-- What is being asked --
Look through the entries below and return all lines including the word "Bennett".

[Stored data]
=== Begin Enclosure ===
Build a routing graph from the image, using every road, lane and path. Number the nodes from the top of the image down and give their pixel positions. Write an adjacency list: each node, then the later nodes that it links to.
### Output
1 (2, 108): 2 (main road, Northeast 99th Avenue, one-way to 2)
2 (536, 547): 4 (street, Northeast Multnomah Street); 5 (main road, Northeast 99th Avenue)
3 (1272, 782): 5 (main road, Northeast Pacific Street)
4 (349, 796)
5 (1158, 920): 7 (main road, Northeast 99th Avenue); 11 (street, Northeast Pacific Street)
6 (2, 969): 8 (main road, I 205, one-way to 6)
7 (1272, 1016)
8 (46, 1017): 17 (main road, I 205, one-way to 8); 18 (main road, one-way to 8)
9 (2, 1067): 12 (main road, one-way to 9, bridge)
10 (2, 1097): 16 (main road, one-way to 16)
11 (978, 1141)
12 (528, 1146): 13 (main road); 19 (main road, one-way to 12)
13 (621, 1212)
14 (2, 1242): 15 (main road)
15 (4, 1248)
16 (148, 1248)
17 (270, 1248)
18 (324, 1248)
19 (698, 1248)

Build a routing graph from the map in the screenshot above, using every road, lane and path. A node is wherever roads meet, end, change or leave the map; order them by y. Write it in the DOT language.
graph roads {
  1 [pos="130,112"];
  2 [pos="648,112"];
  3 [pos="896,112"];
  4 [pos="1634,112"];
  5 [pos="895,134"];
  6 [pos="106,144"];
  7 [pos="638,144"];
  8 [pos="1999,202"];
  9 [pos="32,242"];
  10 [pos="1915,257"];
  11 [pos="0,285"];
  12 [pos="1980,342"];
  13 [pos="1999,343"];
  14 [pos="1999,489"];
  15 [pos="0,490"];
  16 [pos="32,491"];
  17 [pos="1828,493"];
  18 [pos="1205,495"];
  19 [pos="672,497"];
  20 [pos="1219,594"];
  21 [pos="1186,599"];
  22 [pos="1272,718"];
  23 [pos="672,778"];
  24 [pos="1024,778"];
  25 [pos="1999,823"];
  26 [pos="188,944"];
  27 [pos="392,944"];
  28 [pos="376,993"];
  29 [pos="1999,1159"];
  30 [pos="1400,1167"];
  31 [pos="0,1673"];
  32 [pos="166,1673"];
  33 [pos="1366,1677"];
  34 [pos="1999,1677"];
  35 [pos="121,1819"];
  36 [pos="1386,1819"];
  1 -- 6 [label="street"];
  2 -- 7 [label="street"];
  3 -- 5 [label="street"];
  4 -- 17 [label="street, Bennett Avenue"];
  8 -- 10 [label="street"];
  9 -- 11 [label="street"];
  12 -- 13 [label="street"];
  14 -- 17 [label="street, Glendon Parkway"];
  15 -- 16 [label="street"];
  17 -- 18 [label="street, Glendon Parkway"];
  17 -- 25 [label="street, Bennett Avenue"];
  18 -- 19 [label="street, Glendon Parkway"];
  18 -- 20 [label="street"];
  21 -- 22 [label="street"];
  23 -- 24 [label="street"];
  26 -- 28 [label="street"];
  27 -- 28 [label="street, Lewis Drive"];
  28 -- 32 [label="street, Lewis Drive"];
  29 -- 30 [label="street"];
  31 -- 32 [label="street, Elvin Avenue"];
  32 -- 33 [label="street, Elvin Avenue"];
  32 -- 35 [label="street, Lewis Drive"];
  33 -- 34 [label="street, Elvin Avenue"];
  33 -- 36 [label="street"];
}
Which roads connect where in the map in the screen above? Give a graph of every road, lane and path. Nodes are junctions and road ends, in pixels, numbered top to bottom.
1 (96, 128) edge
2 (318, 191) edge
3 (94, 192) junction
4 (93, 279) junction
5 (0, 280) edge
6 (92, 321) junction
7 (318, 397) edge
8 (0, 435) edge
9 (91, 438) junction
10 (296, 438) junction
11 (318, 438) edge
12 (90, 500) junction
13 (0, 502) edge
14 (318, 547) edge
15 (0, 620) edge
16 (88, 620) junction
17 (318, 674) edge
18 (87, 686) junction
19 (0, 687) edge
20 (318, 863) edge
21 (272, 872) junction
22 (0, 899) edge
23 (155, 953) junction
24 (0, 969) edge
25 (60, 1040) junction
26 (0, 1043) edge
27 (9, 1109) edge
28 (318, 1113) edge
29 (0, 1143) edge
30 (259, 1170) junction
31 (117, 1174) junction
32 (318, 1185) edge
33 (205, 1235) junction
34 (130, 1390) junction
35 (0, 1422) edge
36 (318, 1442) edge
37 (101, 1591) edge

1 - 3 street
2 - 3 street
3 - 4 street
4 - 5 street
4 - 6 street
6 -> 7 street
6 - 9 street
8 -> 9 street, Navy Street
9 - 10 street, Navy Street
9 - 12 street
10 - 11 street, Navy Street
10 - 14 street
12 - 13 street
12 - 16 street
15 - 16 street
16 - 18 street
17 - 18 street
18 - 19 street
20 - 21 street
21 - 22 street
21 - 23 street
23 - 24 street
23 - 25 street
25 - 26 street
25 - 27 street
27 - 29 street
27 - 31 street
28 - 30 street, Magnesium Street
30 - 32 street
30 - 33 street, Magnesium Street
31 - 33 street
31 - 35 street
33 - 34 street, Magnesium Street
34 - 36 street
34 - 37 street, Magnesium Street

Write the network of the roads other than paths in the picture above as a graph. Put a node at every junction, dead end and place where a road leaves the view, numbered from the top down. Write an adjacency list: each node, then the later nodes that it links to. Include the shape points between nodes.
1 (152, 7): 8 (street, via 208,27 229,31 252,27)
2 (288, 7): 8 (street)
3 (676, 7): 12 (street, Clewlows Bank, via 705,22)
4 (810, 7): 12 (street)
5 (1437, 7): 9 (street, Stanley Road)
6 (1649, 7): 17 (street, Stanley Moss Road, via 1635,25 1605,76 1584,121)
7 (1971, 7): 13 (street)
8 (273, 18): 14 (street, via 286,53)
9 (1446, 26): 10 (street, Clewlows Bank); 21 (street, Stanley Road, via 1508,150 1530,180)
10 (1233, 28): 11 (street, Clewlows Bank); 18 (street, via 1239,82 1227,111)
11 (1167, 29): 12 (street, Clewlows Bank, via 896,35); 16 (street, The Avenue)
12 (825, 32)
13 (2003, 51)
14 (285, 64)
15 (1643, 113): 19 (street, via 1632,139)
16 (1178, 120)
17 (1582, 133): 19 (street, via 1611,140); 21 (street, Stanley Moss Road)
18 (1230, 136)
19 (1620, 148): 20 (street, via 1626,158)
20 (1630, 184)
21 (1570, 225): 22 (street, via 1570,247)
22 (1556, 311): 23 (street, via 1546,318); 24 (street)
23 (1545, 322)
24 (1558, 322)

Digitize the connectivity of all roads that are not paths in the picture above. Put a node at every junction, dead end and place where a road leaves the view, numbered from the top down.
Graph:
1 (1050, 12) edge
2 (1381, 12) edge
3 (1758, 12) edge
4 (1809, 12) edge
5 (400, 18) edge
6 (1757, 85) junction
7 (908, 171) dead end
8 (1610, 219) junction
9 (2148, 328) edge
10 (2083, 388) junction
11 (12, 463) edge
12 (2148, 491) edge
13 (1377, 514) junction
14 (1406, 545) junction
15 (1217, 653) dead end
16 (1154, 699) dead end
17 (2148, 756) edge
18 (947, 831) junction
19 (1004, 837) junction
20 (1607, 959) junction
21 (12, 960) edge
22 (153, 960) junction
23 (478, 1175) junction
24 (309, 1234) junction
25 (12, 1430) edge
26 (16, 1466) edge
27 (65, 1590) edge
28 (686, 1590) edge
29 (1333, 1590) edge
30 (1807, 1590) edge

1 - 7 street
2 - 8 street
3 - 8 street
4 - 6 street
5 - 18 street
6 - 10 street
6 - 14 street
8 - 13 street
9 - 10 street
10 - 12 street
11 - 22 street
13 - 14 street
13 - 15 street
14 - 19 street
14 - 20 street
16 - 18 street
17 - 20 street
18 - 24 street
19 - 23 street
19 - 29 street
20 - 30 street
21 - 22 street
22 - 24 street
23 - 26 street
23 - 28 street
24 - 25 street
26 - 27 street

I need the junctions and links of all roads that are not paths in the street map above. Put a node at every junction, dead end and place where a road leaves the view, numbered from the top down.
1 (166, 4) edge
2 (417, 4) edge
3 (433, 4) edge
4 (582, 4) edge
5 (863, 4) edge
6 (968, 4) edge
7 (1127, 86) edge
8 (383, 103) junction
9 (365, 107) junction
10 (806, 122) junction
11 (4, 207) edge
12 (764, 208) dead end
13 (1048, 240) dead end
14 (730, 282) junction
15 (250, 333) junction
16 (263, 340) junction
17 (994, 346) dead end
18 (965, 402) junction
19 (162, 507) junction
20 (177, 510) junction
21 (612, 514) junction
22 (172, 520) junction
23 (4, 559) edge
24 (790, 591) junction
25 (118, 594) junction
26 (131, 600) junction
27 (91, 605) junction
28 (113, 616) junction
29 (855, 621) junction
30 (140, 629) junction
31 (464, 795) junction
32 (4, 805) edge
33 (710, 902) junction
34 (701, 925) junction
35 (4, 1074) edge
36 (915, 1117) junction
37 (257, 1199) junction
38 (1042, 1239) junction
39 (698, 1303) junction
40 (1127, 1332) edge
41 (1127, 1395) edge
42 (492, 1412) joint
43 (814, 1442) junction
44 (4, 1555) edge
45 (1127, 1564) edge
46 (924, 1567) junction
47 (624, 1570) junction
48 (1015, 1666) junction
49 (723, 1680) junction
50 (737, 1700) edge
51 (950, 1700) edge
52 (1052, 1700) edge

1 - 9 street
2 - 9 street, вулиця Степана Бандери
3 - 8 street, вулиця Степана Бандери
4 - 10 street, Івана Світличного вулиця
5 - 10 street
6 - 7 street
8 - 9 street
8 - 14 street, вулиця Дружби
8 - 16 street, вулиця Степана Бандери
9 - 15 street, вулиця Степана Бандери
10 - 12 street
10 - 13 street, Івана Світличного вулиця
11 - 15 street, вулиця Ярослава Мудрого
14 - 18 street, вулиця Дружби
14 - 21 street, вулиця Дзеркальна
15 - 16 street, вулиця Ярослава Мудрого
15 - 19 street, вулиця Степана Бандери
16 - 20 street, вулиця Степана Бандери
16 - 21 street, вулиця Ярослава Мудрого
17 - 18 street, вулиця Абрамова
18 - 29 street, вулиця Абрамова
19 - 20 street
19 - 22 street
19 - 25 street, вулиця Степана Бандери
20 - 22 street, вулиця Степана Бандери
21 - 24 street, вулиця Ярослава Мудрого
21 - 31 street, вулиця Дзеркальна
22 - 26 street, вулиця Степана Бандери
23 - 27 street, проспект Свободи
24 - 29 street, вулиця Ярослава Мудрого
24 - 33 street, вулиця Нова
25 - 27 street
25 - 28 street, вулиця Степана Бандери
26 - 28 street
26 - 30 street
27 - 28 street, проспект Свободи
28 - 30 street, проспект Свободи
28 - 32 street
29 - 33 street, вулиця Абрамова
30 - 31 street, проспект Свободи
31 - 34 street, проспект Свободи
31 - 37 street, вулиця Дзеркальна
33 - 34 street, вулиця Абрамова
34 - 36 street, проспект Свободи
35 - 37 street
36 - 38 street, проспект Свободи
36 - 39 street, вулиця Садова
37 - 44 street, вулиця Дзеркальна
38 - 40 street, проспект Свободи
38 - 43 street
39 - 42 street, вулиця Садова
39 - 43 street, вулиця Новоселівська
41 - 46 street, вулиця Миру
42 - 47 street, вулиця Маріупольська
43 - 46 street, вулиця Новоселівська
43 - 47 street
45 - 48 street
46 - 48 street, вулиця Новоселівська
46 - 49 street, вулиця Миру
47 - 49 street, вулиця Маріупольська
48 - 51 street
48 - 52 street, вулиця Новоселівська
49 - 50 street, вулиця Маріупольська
=== End Enclosure ===
-- Response to this task --
  4 -- 17 [label="street, Bennett Avenue"];
  17 -- 25 [label="street, Bennett Avenue"];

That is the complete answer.